# Work task
Nothing but a number is expected: the count of lines in the data below that include "Coolidge".

# Collected data entries
--
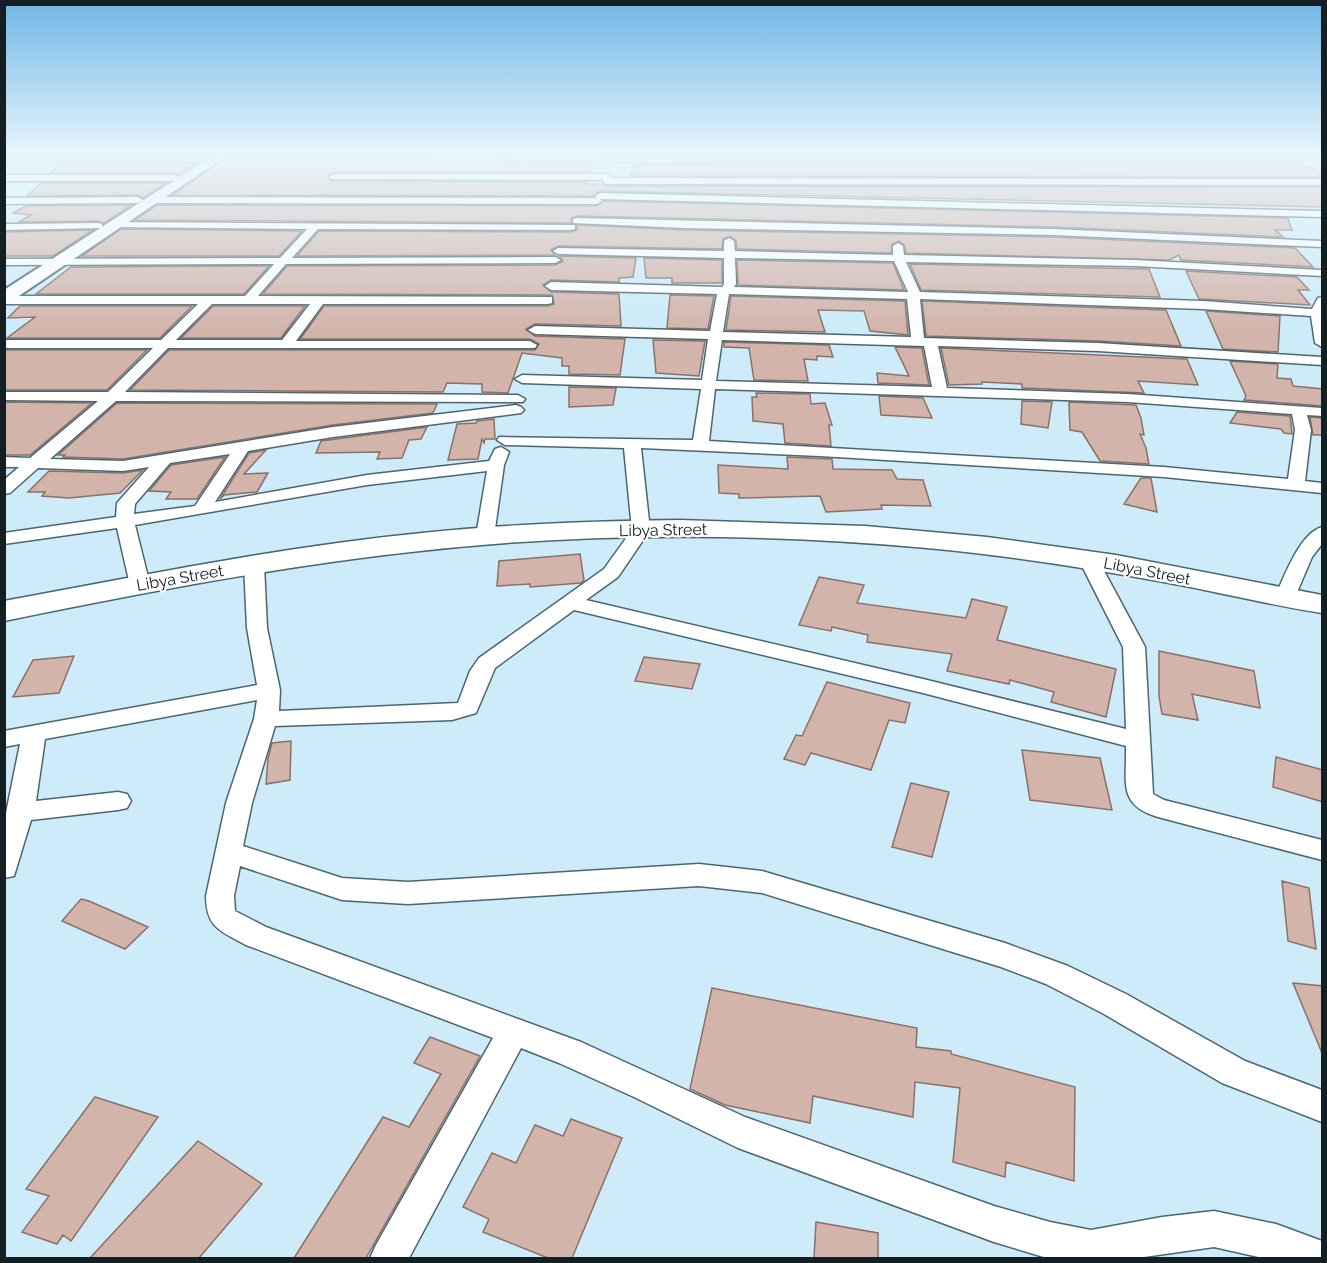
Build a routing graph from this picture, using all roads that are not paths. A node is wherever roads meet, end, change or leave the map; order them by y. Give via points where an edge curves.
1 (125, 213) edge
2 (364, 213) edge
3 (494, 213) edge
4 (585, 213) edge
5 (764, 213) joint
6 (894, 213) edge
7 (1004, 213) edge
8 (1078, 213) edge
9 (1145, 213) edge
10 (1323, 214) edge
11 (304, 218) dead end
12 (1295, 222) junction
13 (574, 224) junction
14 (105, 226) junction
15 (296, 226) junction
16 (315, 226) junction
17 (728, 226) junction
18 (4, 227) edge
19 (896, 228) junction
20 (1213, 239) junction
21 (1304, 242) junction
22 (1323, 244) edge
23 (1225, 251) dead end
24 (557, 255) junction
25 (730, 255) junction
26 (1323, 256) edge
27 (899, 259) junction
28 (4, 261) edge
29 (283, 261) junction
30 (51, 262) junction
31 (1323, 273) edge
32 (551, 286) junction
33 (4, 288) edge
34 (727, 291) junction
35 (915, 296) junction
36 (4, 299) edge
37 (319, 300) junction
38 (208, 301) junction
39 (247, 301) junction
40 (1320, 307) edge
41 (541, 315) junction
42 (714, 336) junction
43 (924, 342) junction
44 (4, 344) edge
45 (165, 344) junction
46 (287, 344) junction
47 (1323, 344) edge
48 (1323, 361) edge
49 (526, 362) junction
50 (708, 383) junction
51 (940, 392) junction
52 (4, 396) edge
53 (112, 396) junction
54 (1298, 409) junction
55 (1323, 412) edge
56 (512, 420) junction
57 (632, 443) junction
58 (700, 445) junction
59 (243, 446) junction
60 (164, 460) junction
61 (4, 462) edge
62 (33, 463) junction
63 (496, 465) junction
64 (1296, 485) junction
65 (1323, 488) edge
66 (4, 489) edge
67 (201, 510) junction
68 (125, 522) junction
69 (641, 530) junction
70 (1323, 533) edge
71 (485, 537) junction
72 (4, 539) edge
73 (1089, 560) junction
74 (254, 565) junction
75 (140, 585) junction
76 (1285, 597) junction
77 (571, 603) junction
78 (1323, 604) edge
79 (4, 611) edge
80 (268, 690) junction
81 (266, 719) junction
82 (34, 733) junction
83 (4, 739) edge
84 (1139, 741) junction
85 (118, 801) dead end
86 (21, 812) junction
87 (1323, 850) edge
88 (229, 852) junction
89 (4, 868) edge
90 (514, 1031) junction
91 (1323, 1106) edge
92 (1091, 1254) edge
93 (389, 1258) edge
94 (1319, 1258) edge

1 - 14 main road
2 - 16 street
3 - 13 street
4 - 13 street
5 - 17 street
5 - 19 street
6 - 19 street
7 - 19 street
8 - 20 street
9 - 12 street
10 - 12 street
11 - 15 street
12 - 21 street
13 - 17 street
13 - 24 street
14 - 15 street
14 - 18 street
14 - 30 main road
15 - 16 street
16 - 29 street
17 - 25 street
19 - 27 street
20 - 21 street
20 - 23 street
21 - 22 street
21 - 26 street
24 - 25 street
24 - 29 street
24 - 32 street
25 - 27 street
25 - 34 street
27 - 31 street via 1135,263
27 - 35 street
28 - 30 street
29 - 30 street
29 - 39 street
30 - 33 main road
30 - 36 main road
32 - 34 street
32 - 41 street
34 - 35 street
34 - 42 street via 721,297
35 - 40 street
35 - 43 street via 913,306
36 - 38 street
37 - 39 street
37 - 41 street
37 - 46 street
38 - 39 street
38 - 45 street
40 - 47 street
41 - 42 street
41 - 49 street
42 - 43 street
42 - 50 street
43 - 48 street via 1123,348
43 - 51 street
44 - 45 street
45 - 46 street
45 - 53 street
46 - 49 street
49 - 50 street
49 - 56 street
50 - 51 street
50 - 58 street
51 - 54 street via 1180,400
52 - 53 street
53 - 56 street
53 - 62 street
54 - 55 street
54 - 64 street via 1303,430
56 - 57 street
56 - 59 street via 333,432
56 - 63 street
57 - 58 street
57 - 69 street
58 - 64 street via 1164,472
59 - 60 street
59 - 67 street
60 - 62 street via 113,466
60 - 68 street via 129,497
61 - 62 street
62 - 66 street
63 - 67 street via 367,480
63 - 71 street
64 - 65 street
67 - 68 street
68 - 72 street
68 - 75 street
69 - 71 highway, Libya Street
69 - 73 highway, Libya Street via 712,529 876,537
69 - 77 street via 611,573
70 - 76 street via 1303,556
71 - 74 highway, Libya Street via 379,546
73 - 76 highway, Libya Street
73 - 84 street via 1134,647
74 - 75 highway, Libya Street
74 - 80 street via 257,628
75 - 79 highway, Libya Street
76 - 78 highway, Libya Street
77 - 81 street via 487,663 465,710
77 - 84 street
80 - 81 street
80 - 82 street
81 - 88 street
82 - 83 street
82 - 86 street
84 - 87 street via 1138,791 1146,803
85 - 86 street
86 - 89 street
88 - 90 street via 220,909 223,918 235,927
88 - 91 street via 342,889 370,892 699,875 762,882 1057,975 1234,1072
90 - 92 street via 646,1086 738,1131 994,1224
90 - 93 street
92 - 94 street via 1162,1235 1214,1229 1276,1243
--
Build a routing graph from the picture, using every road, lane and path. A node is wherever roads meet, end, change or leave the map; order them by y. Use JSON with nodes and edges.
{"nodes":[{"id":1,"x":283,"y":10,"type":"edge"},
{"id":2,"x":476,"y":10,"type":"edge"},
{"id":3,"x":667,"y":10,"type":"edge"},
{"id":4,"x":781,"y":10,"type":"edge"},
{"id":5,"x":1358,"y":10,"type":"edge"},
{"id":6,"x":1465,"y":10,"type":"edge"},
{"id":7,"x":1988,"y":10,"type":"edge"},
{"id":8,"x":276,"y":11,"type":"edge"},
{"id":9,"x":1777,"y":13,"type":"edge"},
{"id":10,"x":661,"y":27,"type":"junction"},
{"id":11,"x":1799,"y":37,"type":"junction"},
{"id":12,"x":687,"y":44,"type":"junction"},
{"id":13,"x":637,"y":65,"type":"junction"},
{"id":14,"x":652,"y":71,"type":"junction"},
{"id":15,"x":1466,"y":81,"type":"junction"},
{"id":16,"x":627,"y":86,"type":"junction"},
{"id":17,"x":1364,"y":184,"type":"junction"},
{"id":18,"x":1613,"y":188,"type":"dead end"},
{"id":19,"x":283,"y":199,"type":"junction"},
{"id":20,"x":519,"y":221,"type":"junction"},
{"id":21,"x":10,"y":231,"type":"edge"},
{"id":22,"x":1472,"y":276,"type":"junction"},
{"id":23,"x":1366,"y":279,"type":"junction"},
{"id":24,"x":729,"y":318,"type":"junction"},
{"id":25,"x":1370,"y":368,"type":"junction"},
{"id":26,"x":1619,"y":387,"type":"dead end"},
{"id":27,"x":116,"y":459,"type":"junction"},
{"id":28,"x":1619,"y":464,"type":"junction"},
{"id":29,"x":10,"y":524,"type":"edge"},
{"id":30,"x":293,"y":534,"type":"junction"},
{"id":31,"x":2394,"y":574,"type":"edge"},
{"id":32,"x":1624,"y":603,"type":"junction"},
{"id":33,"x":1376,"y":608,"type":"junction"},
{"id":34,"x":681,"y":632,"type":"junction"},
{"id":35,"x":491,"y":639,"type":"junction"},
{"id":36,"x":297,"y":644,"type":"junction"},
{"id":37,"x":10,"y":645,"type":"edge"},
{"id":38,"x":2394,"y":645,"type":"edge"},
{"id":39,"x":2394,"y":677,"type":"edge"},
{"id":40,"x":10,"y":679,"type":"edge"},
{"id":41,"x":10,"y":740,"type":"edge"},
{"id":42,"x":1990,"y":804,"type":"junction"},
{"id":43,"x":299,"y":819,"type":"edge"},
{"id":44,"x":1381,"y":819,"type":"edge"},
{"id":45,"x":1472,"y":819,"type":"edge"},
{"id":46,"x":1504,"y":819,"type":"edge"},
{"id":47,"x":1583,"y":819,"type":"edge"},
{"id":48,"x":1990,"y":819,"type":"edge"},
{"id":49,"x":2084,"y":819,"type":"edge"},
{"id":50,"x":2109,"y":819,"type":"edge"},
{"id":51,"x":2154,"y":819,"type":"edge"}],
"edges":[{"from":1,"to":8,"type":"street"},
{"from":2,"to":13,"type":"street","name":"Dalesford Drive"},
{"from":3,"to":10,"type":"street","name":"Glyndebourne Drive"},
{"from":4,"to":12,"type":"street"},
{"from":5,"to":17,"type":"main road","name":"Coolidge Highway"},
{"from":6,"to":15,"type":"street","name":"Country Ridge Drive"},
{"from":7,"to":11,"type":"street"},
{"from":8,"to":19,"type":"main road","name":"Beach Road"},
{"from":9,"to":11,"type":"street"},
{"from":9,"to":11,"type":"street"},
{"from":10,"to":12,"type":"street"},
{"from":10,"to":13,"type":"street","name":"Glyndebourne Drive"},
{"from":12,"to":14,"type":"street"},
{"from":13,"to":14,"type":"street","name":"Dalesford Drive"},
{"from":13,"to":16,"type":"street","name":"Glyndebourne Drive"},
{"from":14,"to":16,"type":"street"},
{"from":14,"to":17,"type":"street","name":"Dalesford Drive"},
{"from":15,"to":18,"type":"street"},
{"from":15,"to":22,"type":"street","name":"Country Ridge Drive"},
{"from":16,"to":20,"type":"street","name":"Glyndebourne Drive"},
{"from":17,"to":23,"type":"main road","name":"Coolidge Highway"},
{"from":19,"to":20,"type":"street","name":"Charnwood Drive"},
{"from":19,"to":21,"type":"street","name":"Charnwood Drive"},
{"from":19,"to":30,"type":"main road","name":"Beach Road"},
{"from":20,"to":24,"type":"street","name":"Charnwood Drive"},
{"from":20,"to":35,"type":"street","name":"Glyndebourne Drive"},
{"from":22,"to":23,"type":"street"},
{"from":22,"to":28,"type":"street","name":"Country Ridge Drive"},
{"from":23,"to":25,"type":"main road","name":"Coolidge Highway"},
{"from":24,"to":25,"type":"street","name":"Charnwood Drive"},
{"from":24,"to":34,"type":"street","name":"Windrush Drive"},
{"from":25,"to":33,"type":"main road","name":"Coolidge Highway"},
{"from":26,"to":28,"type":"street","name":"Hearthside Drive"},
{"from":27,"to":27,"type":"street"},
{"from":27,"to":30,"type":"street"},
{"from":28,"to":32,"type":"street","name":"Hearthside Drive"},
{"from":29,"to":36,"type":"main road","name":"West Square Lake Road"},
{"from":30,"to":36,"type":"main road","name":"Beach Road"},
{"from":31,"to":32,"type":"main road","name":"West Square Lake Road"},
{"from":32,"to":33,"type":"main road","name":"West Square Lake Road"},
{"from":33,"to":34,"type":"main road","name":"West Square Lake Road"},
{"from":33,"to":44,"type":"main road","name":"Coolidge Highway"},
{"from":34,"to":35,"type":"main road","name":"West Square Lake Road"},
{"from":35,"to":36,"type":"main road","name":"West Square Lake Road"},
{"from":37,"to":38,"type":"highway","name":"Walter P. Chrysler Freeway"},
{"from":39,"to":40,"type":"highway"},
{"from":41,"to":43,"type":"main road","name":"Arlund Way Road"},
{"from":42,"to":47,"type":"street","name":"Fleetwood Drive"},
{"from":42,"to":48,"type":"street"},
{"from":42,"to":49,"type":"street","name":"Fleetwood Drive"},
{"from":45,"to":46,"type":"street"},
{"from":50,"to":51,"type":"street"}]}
--
# Written solution
5